More than Memory Loss: Emotions, Connection and Love Remain
The Twin Cities Jewish Community Alzheimer’s Task Force is presenting a half-day conference that will provide education and support for caregivers and those supporting a loved one with dementia. The event, “Keeping the Spirit Alive,” will be held on Sunday, April 30, from 8 a.m. to 1:45 p.m. at Adath Jeshurun Synagogue in Minnetonka. It is free and open to the public. You may register beginning March 1, 2017 online at www.jfssp.org/keepingthespirit or by calling Jewish Family Service of St. Paul (JFS) at 651-698-0767.
By Renee Segal
When I told people that my mom had Alzheimer’s, I always braced myself for the dreaded question, “Does she remember who you are?”
I didn’t like that question, because I didn’t know how to answer it. I would usually say something like, “I don’t give her the chance not to know me, because I tell her who I am right away, every time I see her.” Don’t worry if you are one of those that asked me; before I was familiar with this disease, I asked the same question.
One day I introduced myself to the person leading songs in my mother’s memory care facility. She proceeded to ask Mom her birthdate, my age and other details. I jumped in and answered them to spare Mom the embarrassment of not remembering. Even with memory loss, people deserve their dignity.
There are many stages of the disease, which progresses at a different pace for everyone. At a neurology appointment with Mom, I was disturbed to learn that modern medicine can provide no prognosis about progression, severity or timing for an individual.
Initially, everyone interacting with the newly-diagnosed person experiences frustration at the odd and sometimes even bizarre behaviors. These behaviors range from the annoyingly endless repeating of questions, to wandering, to seeming belligerence, and eventually to anxiety and panic as the patient goes through the phase of understanding the losses they are experiencing. It is important to remember people with Alzheimer’s are doing their best to cope.

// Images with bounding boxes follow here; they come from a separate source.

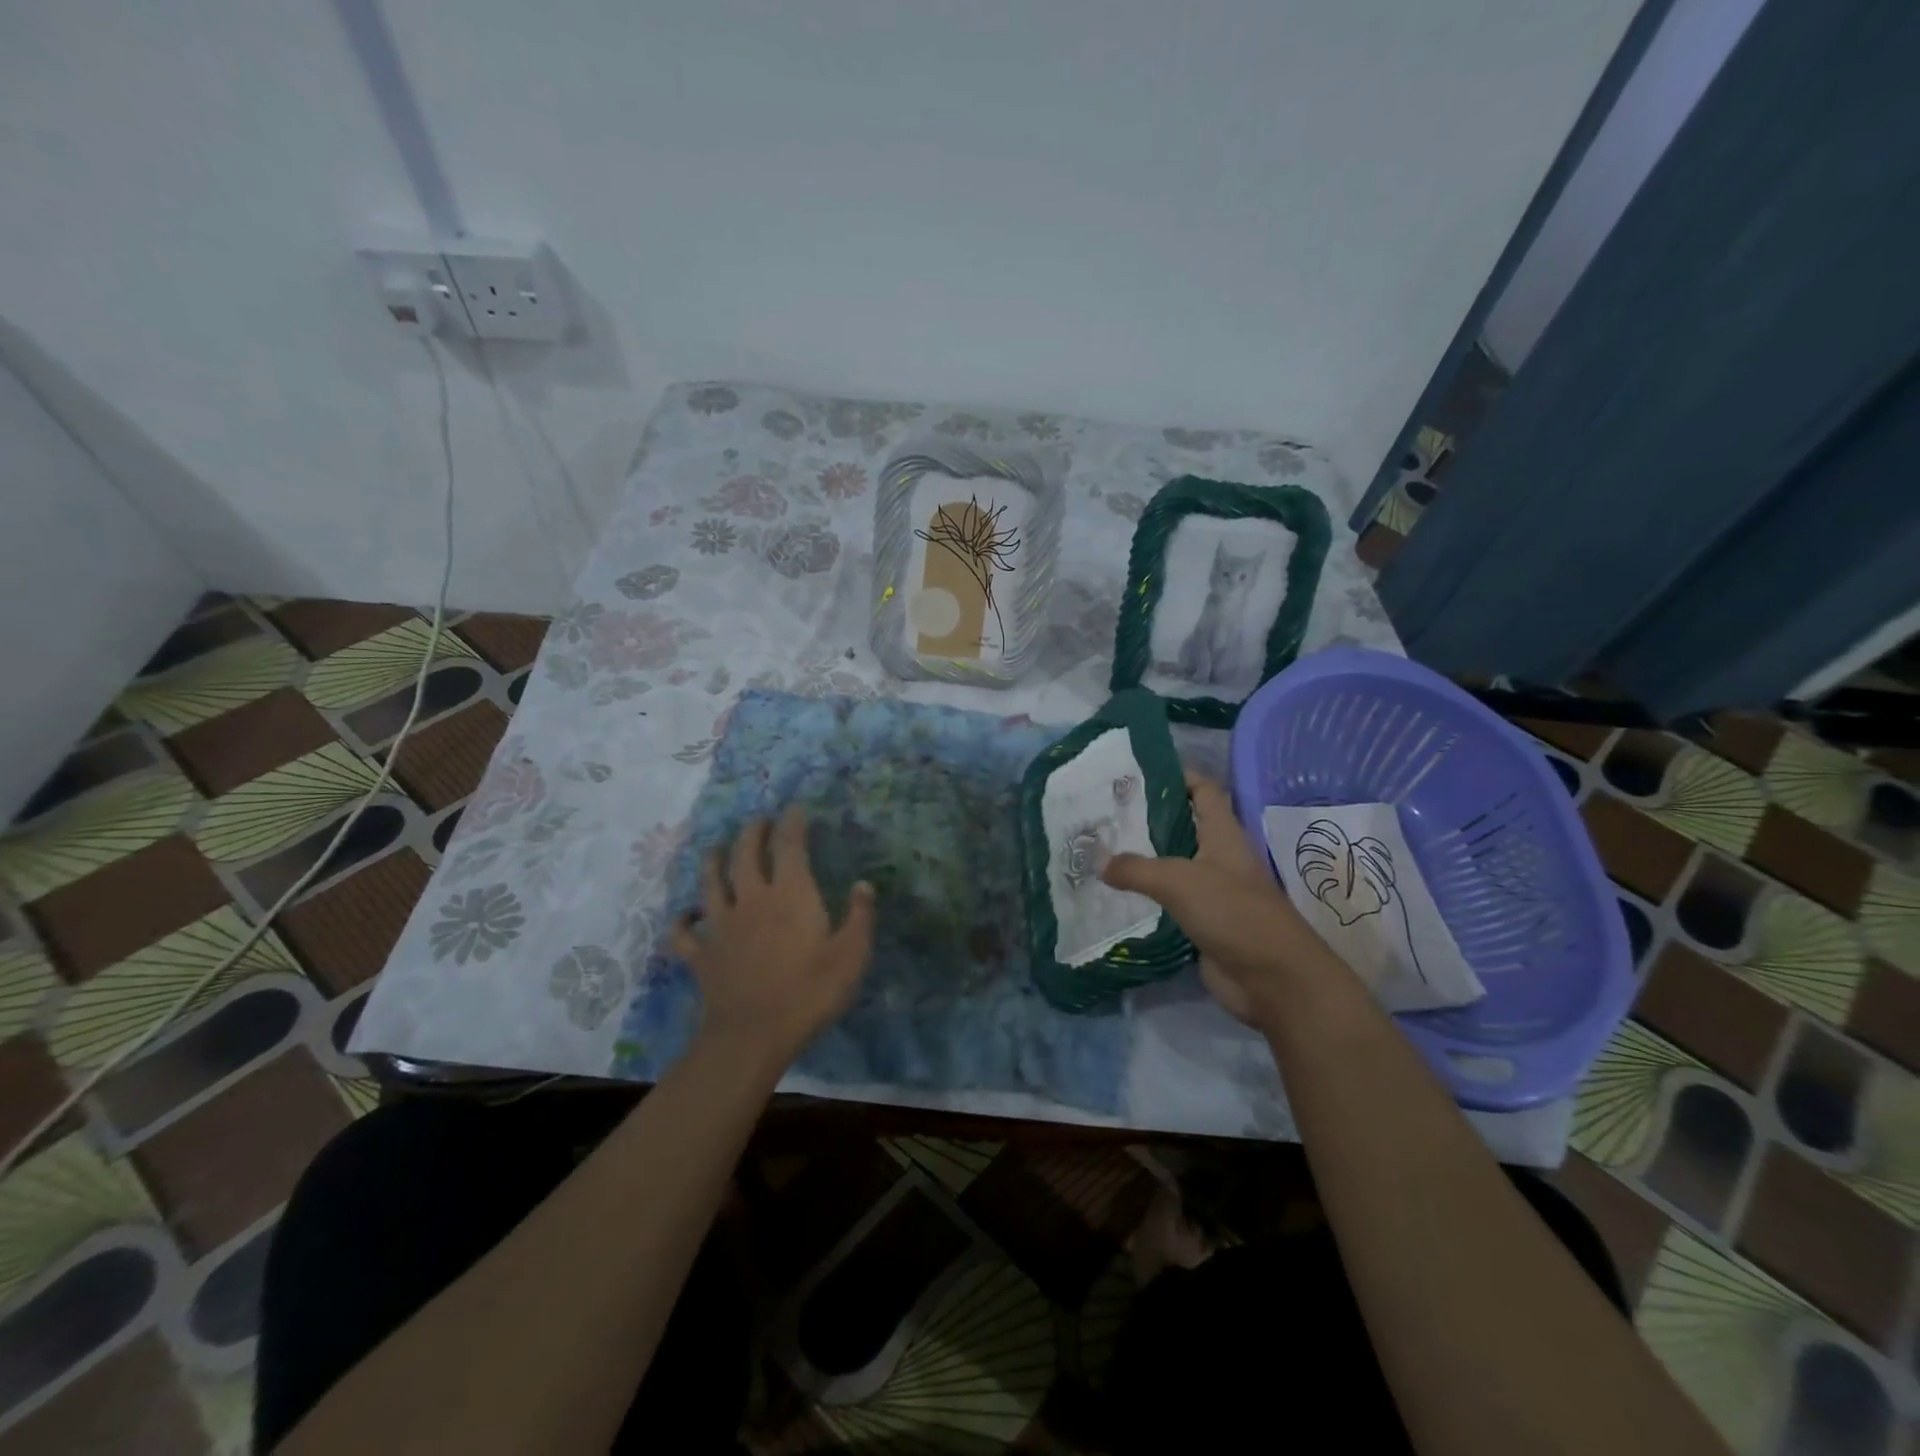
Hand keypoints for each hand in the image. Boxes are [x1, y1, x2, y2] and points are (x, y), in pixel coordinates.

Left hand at [673, 807, 875, 1068]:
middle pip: (745, 854)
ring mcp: (720, 926)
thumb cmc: (810, 993)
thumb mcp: (852, 956)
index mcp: (790, 894)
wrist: (753, 1036)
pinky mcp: (701, 955)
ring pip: (710, 882)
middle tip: (759, 820)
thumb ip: (860, 917)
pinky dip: (682, 920)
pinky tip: (686, 914)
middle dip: (752, 831)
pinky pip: (684, 932)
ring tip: (718, 847)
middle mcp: (751, 899)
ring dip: (713, 860)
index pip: (789, 845)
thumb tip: (863, 885)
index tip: (796, 808)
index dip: (792, 822)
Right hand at [1102, 772, 1324, 1027]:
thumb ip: (1137, 869)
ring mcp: (1212, 892)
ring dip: (1142, 859)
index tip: (1138, 771)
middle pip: (1182, 827)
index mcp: (1223, 834)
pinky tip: (1114, 894)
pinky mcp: (1203, 923)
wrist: (1273, 979)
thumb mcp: (1180, 881)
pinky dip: (1145, 897)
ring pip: (1172, 866)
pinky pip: (1169, 902)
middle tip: (1104, 812)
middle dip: (1147, 818)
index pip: (1203, 790)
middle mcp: (1218, 857)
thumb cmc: (1233, 913)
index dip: (1178, 775)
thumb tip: (1101, 863)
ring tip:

Alzheimer’s or not, warm and strong connections are still possible. Family and friends need to pay closer attention, because interactions become more nuanced.
For example, one day I came to visit my mom from work and dressed in work clothes. Normally, I visited her after I exercised, usually looking quite a mess. That particular day, she exclaimed how beautiful I was and how proud she was of me. Mom had told me I was beautiful and that she was proud of my accomplishments many times, but her expression, with words and clear intention, was so unfiltered and pure. I was almost embarrassed. I learned that day a person with Alzheimer’s is direct and true to their being.
Another time, she was lying in bed. During that phase, I liked to visit with her while she was lying down, because she was less distracted and more relaxed. I had had a particularly stressful week. When she asked how I was, I told her I was stressed, and she proceeded to tell me that she worried I was pushing myself too much. She had never told me that before. My dad said, “She was always in her mother role,” even at that stage of the disease. Someone with Alzheimer’s doesn’t forget their roles and connections. Those parts remain even if their ability to express them fades with time.
I remember a later moment when my daughter visited her. Mom smiled and stared at her, unable to talk by this time, yet joyfully grabbing Leah’s hands and holding them tightly. When my son would visit, you could feel her joy and love for him. She was tearful to see him and smiled through tears of joy.
Certain memories may be gone, but for someone with Alzheimer’s, emotions remain. What is left, then, for us? Feelings. Touch. And love. A love perhaps more profound and deeper than any of us could use our words to express.
So, did she remember me? I didn’t always know, but I do know with great certainty that she loved me. Right up to the end. And I loved her—who she was to me in all parts of her life—and I love her now. And that is all that matters!